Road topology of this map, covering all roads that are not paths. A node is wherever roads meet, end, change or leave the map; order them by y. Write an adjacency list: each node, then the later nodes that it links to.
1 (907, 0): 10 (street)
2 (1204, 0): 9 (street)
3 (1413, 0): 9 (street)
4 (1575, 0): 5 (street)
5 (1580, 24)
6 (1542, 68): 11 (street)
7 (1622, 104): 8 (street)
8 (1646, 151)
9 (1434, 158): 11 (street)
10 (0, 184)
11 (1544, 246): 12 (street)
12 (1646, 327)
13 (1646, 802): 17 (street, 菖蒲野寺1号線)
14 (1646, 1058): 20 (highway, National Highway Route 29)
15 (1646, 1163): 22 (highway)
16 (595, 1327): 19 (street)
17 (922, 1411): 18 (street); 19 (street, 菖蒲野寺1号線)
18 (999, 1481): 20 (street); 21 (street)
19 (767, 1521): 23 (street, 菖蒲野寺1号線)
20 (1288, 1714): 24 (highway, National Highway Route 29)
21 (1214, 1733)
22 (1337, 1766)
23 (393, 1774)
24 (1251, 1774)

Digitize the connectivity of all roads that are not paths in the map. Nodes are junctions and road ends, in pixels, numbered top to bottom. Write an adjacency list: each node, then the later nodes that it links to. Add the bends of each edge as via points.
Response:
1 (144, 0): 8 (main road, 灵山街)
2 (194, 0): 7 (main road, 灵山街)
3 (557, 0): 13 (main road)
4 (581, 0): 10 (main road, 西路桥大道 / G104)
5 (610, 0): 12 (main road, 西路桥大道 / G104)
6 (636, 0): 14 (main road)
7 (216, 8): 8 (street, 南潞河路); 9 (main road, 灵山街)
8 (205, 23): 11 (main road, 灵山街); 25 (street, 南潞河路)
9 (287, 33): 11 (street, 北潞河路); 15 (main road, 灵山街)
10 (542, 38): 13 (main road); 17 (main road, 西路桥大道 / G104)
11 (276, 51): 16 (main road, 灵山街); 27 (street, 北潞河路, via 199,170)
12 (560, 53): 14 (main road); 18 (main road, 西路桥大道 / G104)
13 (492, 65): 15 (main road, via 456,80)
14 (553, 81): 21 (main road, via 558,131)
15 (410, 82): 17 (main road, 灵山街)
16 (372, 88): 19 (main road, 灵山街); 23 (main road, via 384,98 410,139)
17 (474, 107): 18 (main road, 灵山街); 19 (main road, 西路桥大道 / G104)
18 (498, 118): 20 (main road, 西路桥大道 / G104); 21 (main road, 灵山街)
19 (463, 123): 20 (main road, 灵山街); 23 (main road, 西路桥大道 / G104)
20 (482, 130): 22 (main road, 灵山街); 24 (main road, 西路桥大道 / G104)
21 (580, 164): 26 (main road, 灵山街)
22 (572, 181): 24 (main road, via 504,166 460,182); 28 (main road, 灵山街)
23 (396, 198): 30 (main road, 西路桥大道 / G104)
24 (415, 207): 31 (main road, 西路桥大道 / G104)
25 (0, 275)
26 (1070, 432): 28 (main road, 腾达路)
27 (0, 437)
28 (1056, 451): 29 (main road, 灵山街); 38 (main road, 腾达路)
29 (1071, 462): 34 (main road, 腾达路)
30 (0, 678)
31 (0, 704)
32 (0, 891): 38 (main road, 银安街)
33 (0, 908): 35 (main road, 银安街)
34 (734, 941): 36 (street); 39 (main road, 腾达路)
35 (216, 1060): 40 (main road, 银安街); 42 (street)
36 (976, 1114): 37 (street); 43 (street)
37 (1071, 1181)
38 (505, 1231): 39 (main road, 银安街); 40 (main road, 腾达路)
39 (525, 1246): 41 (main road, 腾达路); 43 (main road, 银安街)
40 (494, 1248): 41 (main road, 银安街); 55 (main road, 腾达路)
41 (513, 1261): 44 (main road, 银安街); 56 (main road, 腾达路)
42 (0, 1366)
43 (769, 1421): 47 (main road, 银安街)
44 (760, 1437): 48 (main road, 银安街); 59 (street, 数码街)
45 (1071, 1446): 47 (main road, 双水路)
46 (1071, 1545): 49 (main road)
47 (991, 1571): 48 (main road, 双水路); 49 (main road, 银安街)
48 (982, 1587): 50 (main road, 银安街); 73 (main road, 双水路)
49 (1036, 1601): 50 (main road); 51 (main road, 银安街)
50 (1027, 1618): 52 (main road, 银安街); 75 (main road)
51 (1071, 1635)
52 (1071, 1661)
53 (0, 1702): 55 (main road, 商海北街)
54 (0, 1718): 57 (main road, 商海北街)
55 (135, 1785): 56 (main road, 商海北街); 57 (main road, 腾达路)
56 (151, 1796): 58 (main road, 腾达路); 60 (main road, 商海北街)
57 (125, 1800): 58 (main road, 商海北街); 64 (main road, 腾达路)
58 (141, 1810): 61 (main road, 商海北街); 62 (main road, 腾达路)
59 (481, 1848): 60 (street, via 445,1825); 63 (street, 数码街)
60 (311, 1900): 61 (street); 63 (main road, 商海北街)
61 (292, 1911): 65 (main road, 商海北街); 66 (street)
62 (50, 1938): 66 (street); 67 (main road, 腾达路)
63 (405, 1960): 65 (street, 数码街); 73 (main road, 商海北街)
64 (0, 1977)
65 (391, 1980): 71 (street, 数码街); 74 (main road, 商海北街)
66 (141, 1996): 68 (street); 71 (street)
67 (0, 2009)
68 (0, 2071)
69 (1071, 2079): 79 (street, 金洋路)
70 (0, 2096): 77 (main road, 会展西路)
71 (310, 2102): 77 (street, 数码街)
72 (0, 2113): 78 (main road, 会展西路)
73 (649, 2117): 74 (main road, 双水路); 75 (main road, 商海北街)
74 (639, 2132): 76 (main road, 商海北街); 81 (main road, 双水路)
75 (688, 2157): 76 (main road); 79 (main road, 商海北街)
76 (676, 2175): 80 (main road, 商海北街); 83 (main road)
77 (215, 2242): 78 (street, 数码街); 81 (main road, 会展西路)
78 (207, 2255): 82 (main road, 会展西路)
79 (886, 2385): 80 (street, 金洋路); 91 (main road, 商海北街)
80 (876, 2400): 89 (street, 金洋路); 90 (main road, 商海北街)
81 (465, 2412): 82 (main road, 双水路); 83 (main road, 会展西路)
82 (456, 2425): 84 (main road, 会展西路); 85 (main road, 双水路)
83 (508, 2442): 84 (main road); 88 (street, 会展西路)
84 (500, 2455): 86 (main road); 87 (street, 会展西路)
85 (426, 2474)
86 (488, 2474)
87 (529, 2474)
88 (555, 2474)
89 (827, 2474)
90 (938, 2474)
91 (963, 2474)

=======

## Work instructions
Return only the lines from the beginning of the material up to and including the line with "Digitize the connectivity", exactly as written.

## Final answer
Road topology of this map, covering all roads that are not paths. A node is wherever roads meet, end, change or leave the map; order them by y. Write an adjacency list: each node, then the later nodes that it links to.
1 (907, 0): 10 (street)
2 (1204, 0): 9 (street)
3 (1413, 0): 9 (street)
4 (1575, 0): 5 (street)
5 (1580, 24)
6 (1542, 68): 11 (street)
7 (1622, 104): 8 (street)
8 (1646, 151)
9 (1434, 158): 11 (street)
10 (0, 184)
11 (1544, 246): 12 (street)
12 (1646, 327)
13 (1646, 802): 17 (street, 菖蒲野寺1号線)
14 (1646, 1058): 20 (highway, National Highway Route 29)
15 (1646, 1163): 22 (highway)
16 (595, 1327): 19 (street)
17 (922, 1411): 18 (street); 19 (street, 菖蒲野寺1号線)
18 (999, 1481): 20 (street); 21 (street)
19 (767, 1521): 23 (street, 菖蒲野寺1号線)
20 (1288, 1714): 24 (highway, National Highway Route 29)
21 (1214, 1733)
22 (1337, 1766)
23 (393, 1774)
24 (1251, 1774)

Digitize the connectivity of all roads that are not paths in the map. Nodes are junctions and road ends, in pixels, numbered top to bottom. Write an adjacency list: each node, then the later nodes that it links to. Add the bends of each edge as via points.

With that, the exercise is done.